Open Textbook:
From Algorithms to Z-Scores: Probabilistic
and Statistical Modeling in Computer Science
OVERVIEW:
The materials here form a textbook for a course in mathematical
probability and statistics for computer science students.
"Why is this course different from all other courses?"
- Computer science examples are used throughout, in areas such as:
computer networks; data and text mining; computer security; remote
sensing; computer performance evaluation; software engineering; data
management; etc.
- The R statistical/data manipulation language is used throughout.
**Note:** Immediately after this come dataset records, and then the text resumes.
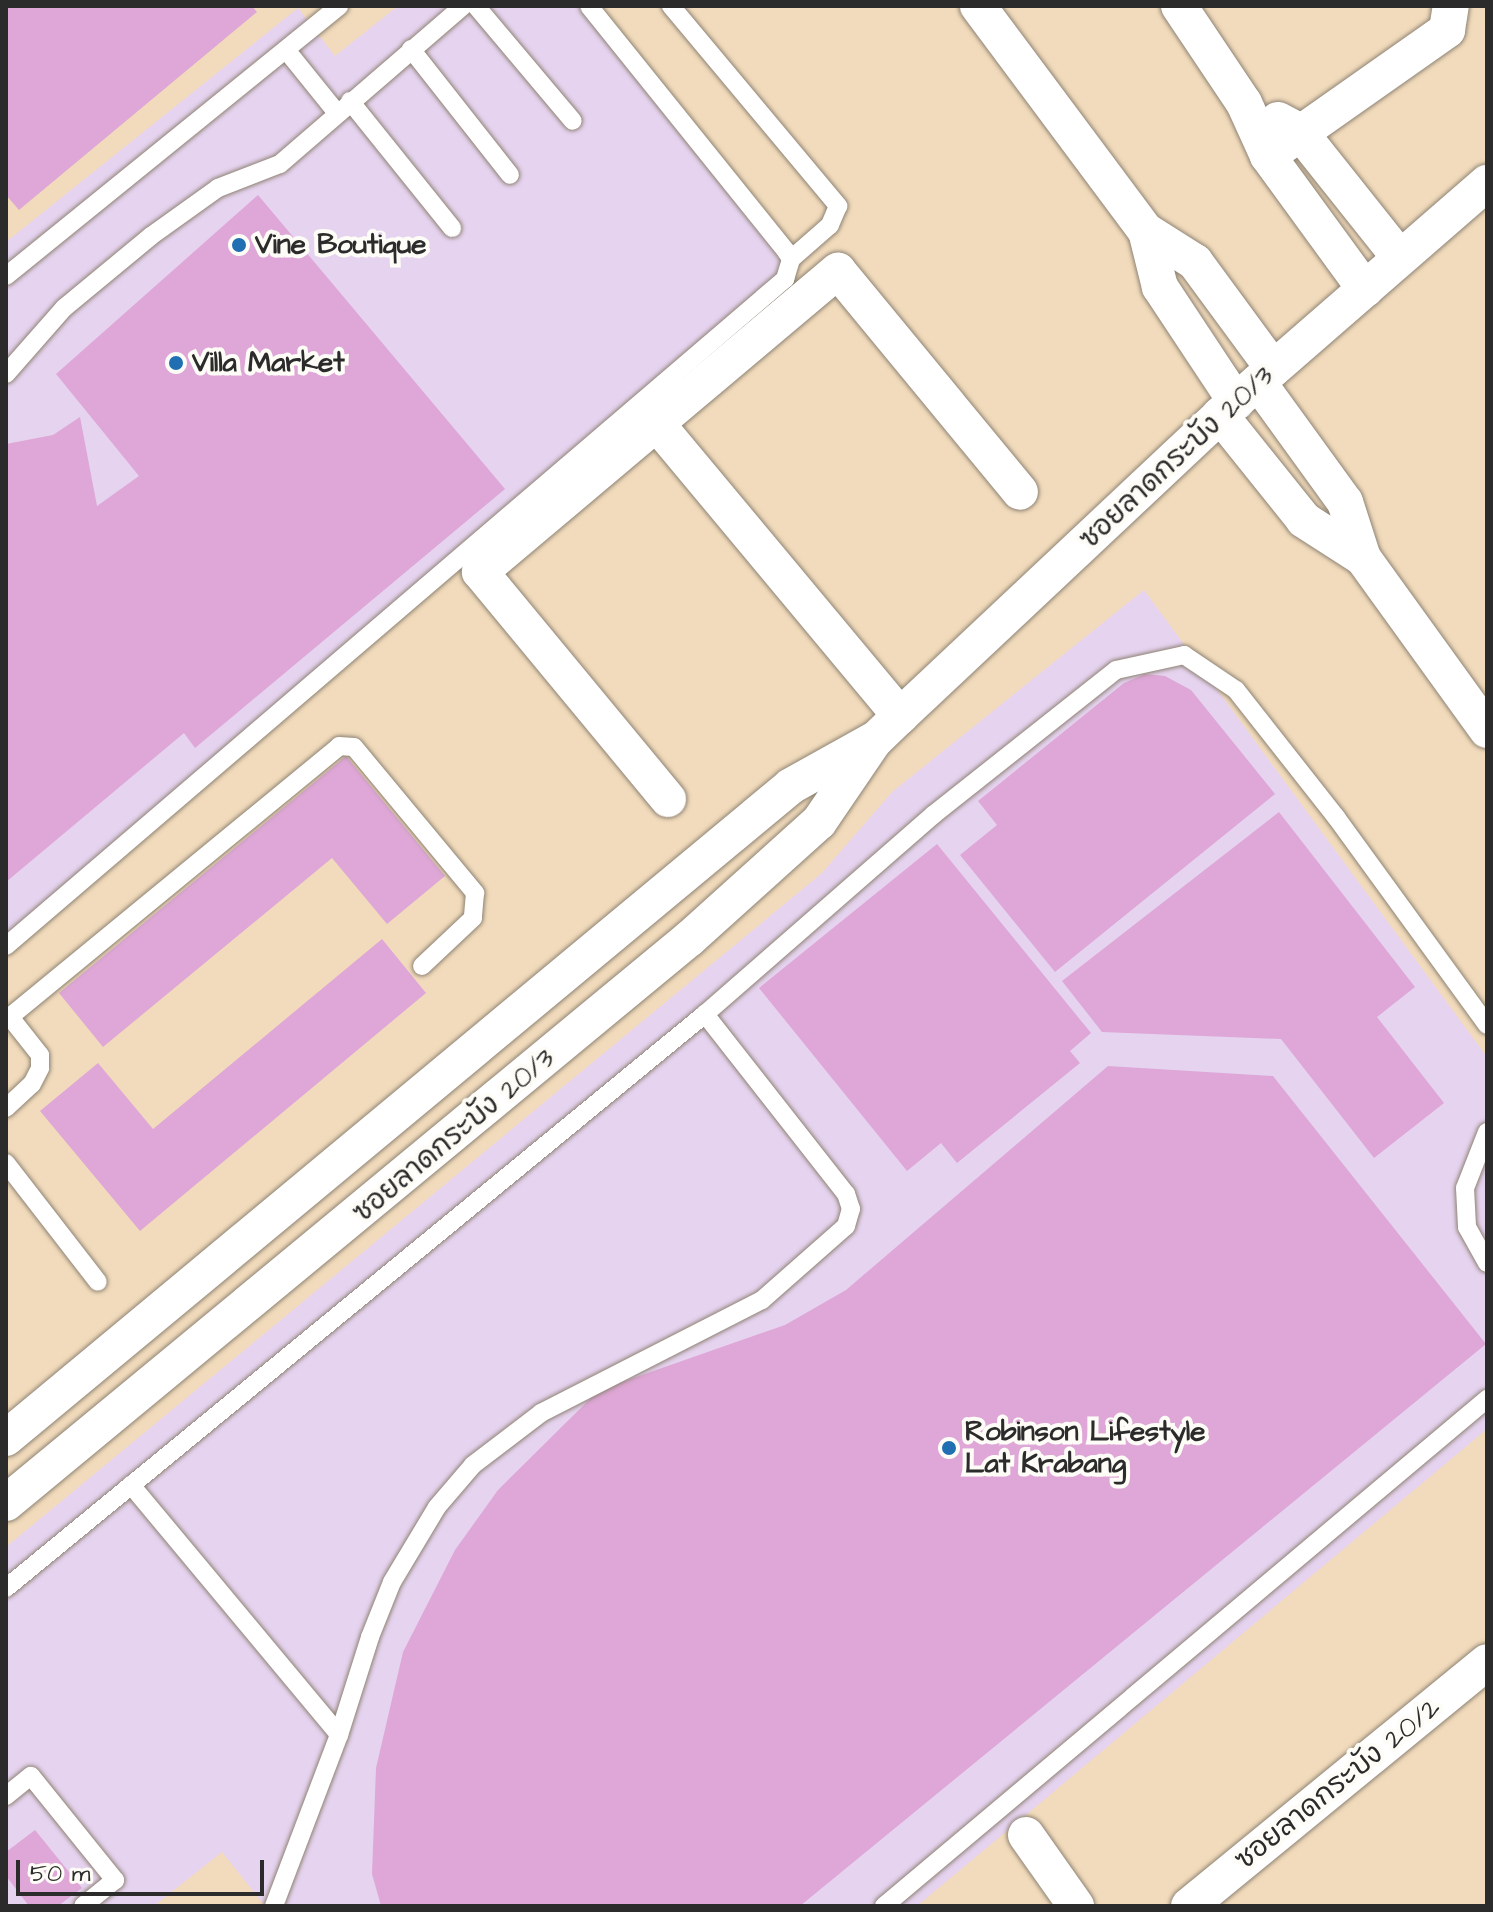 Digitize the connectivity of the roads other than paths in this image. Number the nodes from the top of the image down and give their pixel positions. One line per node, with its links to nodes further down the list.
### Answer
1 (463, 6): 9 (lane)
2 (476, 6): 13 (lane)
3 (589, 6): 21 (lane)
4 (671, 6): 21 (lane)
5 (978, 6): 19 (street)
6 (1179, 6): 11 (street)
7 (1451, 6): 14 (street)
8 (336, 7): 10 (lane)
9 (411, 49): 12 (lane); 16 (lane)
10 (287, 51): 12 (lane); 22 (lane)
11 (1244, 103): 14 (street); 15 (street)
12 (344, 107): 18 (lane); 24 (lane)
13 (573, 121)
14 (1299, 131): 15 (street); 20 (street)
15 (1268, 156): 23 (street)
16 (510, 175)
17 (1487, 183): 20 (street, ซอยลาดกระบัง 20/3)
18 (452, 228)
19 (1146, 231): 25 (street); 25 (street)
20 (1400, 258): 23 (street, ซอยลาดกระบัง 20/3)
21 (791, 259): 35 (lane)
22 (6, 276)
23 (1365, 289): 25 (street, ซอยลาดกระบัง 20/3)
24 (6, 374)
25 (1246, 392): 28 (street); 28 (street); 29 (street, ซอยลาดกระบัง 20/3)
26 (657, 424): 27 (street); 29 (street); 32 (street)
27 (1020, 492)
28 (1363, 558): 30 (street)
29 (900, 716): 31 (street, ซอยลาดกระบัง 20/3)
30 (1487, 730)
31 (874, 741): 33 (street, ซอยลาดกระบัง 20/3); 34 (street, ซอยลาดกระบัง 20/3)
32 (668, 799)
33 (656, 897): 34 (street); 37 (street, ซอยลาดกระบัง 20/3)
34 (690, 938): 41 (street, ซอยลาดกระบัง 20/3)
35 (6, 946)
36 (422, 966): 39 (lane)
37 (542, 989): 41 (street); 47 (street, ซอยลาดกระบัง 20/3)
38 (705, 1014): 40 (lane); 51 (lane); 55 (lane)
39 (8, 1018): 42 (lane)
40 (1487, 1025)
41 (578, 1034): 48 (street, ซอยลาดกระบัง 20/3)
42 (6, 1108)
43 (1487, 1132): 45 (lane)
44 (6, 1163): 46 (lane)
45 (1487, 1263)
46 (98, 1282)
47 (129, 1333): 48 (street); 50 (street, ซอยลาดกระบัง 20/3)
48 (166, 1374): 52 (street, ซอยลาดกระบัง 20/3)
49 (1487, 1399): 60 (lane)
50 (6, 1438)
51 (131, 1485): 53 (lane); 55 (lane)
52 (6, 1503)
53 (6, 1588)
54 (1487, 1662): 62 (street, ซอยลาดกระบัง 20/2)
55 (339, 1735): 59 (lane)
56 (6, 1796): 58 (lane)
57 (1026, 1835): 61 (street)
58 (83, 1906)
59 (272, 1906)
60 (884, 1906)
61 (1076, 1906)
62 (1189, 1906)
- Throughout the units, mathematical theory and applications are
interwoven, with a strong emphasis on modeling: What do
probabilistic models really mean, in real-life terms? How does one
choose a model? How do we assess the practical usefulness of models?
- There is considerable discussion of the intuition involving
probabilistic concepts. However, all models and so on are described
precisely in terms of random variables and distributions.
The materials are continuously evolving, with new
examples and topics being added.
Prerequisites: The student must know calculus, basic matrix
algebra, and have skill in programming.
LICENSING:

This
work is licensed under a Creative
Commons Attribution-No Derivative Works 3.0 United States License.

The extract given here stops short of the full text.